The man who was a bigger star than him before their first film together, and who fought for Redford to get the role in “Butch Cassidy and the Sundance Kid,” he showed Redford what the art of acting meant to him, which his family meant, which was everything, he said in the video.

“So I couldn’t say enough good things about Paul, except he had a terrible sense of humor,” Redford added. And the worst part was that he laughed at his own bad jokes.

The affection was mutual.

During an appearance on “Film 82,” Newman shared that choosing Redford was initially an idea of his wife, actress Joanne Woodward, who, after reading the script and declaring it “maravilloso,” told him that the only one who could play him is Bob Redford.

“We had so much fun together,” Newman said of Redford.
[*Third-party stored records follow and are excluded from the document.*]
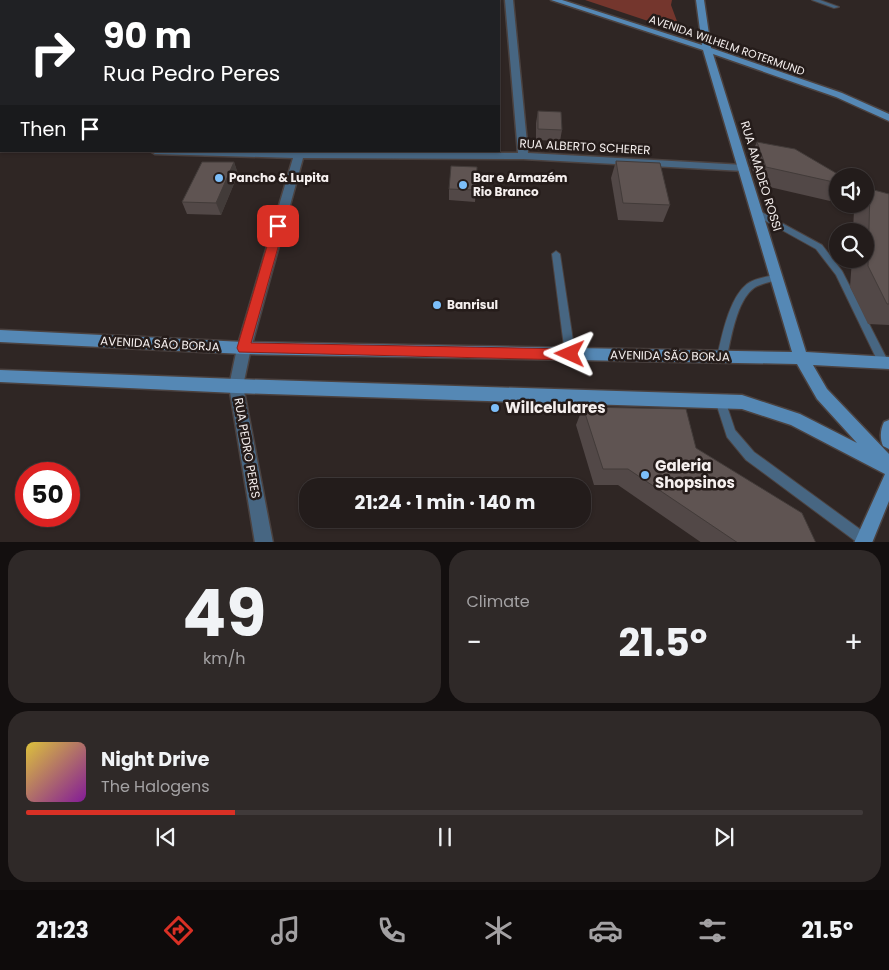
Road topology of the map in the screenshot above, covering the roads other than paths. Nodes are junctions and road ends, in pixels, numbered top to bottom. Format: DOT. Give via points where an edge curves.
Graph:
graph roads {
  1 [pos="509,0"];
  2 [pos="555,0"];
  3 [pos="700,0"];
  4 [pos="814,0"];
  5 [pos="836,7"];
  6 [pos="707,49"];
  7 [pos="889,118"];
  8 [pos="227,152"];
  9 [pos="299,153"];
  10 [pos="523,156"];
  11 [pos="744,168"];
  12 [pos="758,212"];
  13 [pos="556,254"];
  14 [pos="777,277"];
  15 [pos="0,336"];
  16 [pos="244,348"];
  17 [pos="570,354"];
  18 [pos="722,357"];
  19 [pos="801,358"];
  20 [pos="887,363"];
  21 [pos="0,376"];
  22 [pos="236,386"];
  23 [pos="720,400"];
  24 [pos="889,427"];
  25 [pos="889,441"];
  26 [pos="889,467"];
  27 [pos="889,481"];
  28 [pos="864,541"];
  29 [pos="264,542"];
  1 -- 10 [label="street"];
  2 -- 6 [label="main road, AVENIDA WILHELM ROTERMUND"];
  3 -- 6 [label="main road, RUA AMADEO ROSSI"];
  4 -- 5 [label="lane"];
  6 -- 7 [label="main road, AVENIDA WILHELM ROTERMUND" via="839,95"];
  6 -- 11 [label="main road, RUA AMADEO ROSSI"];
  8 -- 9 [label="street, RUA ALBERTO SCHERER"];
  9 -- 10 [label="street, RUA ALBERTO SCHERER"];
  9 -- 16 [label="street, RUA PEDRO PERES"];
  10 -- 11 [label="street, RUA ALBERTO SCHERER"];
  11 -- 12 [label="main road, RUA AMADEO ROSSI"];
  12 -- 14 [label="main road, RUA AMADEO ROSSI"];
  12 -- 20 [label="lane" via="819,247 839,273"];
  13 -- 17 [label="lane"];
  14 -- 18 [label="lane" via="750,287 727,330"];
  14 -- 19 [label="main road, RUA AMADEO ROSSI"];
  15 -- 16 [label="main road, AVENIDA SÃO BORJA"];
  16 -- 17 [label="main road, AVENIDA SÃO BORJA"];
  16 -- 22 [label="street, RUA PEDRO PERES"];
  17 -- 18 [label="main road, AVENIDA SÃO BORJA"];
  18 -- 19 [label="main road, AVENIDA SÃO BORJA"];
  19 -- 20 [label="main road, AVENIDA SÃO BORJA"];
  19 -- 26 [label="main road, RUA AMADEO ROSSI" via="822,394"];
  21 -- 22 [label="main road"];
  22 -- 23 [label="main road"];
  22 -- 29 [label="street, RUA PEDRO PERES"];
  23 -- 26 [label="main road" via="742,402 795,419"];
  23 -- 28 [label="lane" via="731,433 750,456"];
  24 -- 25 [label="main road"];
  27 -- 28 [label="main road"];
}
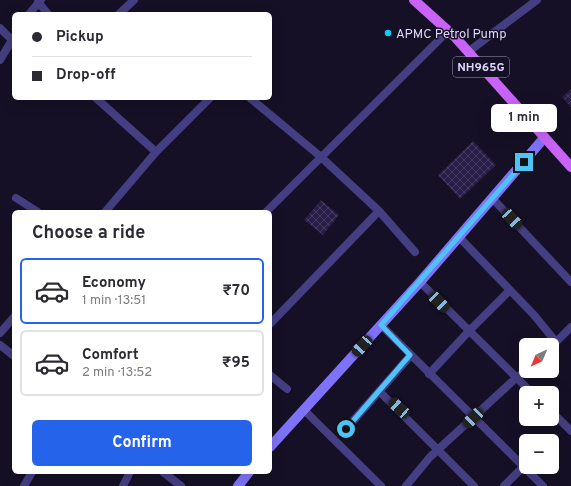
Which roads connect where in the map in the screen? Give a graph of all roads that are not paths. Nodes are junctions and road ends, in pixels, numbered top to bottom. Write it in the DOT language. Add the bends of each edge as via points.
graph roads {
  1 [pos="134,0"];
  2 [pos="414,0"];
  3 [pos="537,0"];
  4 [pos="40,1"];
  5 [pos="31,12"];
  6 [pos="47,12"];
  7 [pos="121,12"];
  8 [pos="0,28"];
  9 [pos="448,31"];
  10 [pos="12,38"];
  11 [pos="12,41"];
  12 [pos="468,52"];
  13 [pos="0,60"];
  14 [pos="98,100"];
  15 [pos="208,100"];
  16 [pos="252,100"];
  17 [pos="544,138"];
  18 [pos="156,152"];
  19 [pos="321,157"];
  20 [pos="571,167"];
  21 [pos="16,198"];
  22 [pos="492,198"];
  23 [pos="35,210"];
  24 [pos="107,210"];
  25 [pos="268,210"];
  26 [pos="379,211"];
  27 [pos="459,237"];
  28 [pos="415,252"];
  29 [pos="420,282"];
  30 [pos="571,282"];
  31 [pos="510,290"];
  32 [pos="12,319"];
  33 [pos="272,322"];
  34 [pos="381,325"];
  35 [pos="570,328"];
  36 [pos="469,330"];
  37 [pos="0,333"];
  38 [pos="550,338"];
  39 [pos="559,339"];
  40 [pos="0,345"];
  41 [pos="12,354"];
  42 [pos="410,355"];
  43 [pos="429,374"];
  44 [pos="519,376"];
  45 [pos="272,377"];
  46 [pos="516,378"];
  47 [pos="525,386"];
  48 [pos="287,389"];
  49 [pos="379,391"];
  50 [pos="304,410"];
  51 [pos="473,418"];
  52 [pos="559,419"];
  53 [pos="346,429"];
  54 [pos="571,431"];
  55 [pos="272,445"];
  56 [pos="438,449"];
  57 [pos="519,463"];
  58 [pos="519,471"];
  59 [pos="31,474"];
  60 [pos="129,474"];
  61 [pos="166,474"];
  62 [pos="247,474"];
  63 [pos="530,474"];
  64 [pos="24,486"];
  65 [pos="123,486"];
  66 [pos="181,486"];
  67 [pos="238,486"];
  68 [pos="381,486"];
  69 [pos="406,486"];
  70 [pos="474,486"];
  71 [pos="504,486"];
  72 [pos="542,486"];
  1 -- 7 [label="street"];
  2 -- 9 [label="main road, NH965G"];
  3 -- 12 [label="street"];
  4 -- 5 [label="street"];
  4 -- 6 [label="street"];
  8 -- 10 [label="street"];
  9 -- 12 [label="main road, NH965G"];
  9 -- 19 [label="street"];
  11 -- 13 [label="street"];
  12 -- 17 [label="main road, NH965G"];
  14 -- 18 [label="street"];
  15 -- 18 [label="street"];
  16 -- 19 [label="street"];
  17 -- 20 [label="main road"];
  17 -- 22 [label="street"];
  18 -- 24 [label="street"];
  19 -- 25 [label="street"];
  19 -- 26 [label="street"];
  21 -- 23 [label="street"];
  22 -- 27 [label="street"];
  22 -- 30 [label="street"];
  26 -- 28 [label="street"];
  26 -- 33 [label="street"];
  27 -- 29 [label="street"];
  27 -- 31 [label="street"];
  29 -- 34 [label="street"];
  29 -- 36 [label="street"];
  31 -- 36 [label="street"];
  31 -- 38 [label="street" via="534,315"];
  32 -- 37 [label="street"];
  34 -- 42 [label="street"];
  34 -- 50 [label="street"];
  35 -- 39 [label="street"];
  36 -- 43 [label="street"];
  36 -- 46 [label="street"];
  40 -- 41 [label="street"];
  42 -- 43 [label="street"];
  42 -- 49 [label="street"];
  43 -- 51 [label="street"];
  44 -- 46 [label="street"];
  45 -- 48 [label="street"];
  46 -- 47 [label="street"];
  46 -- 51 [label="street"];
  49 -- 53 [label="street"];
  49 -- 56 [label="street"];
  50 -- 55 [label="street"];
  50 -- 68 [label="street"];
  51 -- 56 [label="street"];
  51 -- 57 [label="street"];
  52 -- 54 [label="street"];
  56 -- 69 [label="street"];
  56 -- 70 [label="street"];
  58 -- 71 [label="street"];
  59 -- 64 [label="street"];
  60 -- 65 [label="street"];
  61 -- 66 [label="street"];
  62 -- 67 [label="street"];
  63 -- 72 [label="street"];
}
We complement each other very well.

The two had a habit of becoming eccentric heavy jokes, Newman added.

According to him, Redford once sent him a Porsche for his birthday, but one that had crashed into a tree at 210 km/h and had no transmission.

“They just left him in my driveway with a big loop around,” Newman recalled. So I had the whole car compartmented.

But that wasn’t all. With the help of the real estate agent who had rented the house to Redford at the time, Newman entered the house and left the large car compacted inside the lobby.

It took five people to get that thing into their house,’ Newman said. And, of course, he finally won that because he never admitted there was anything in his house.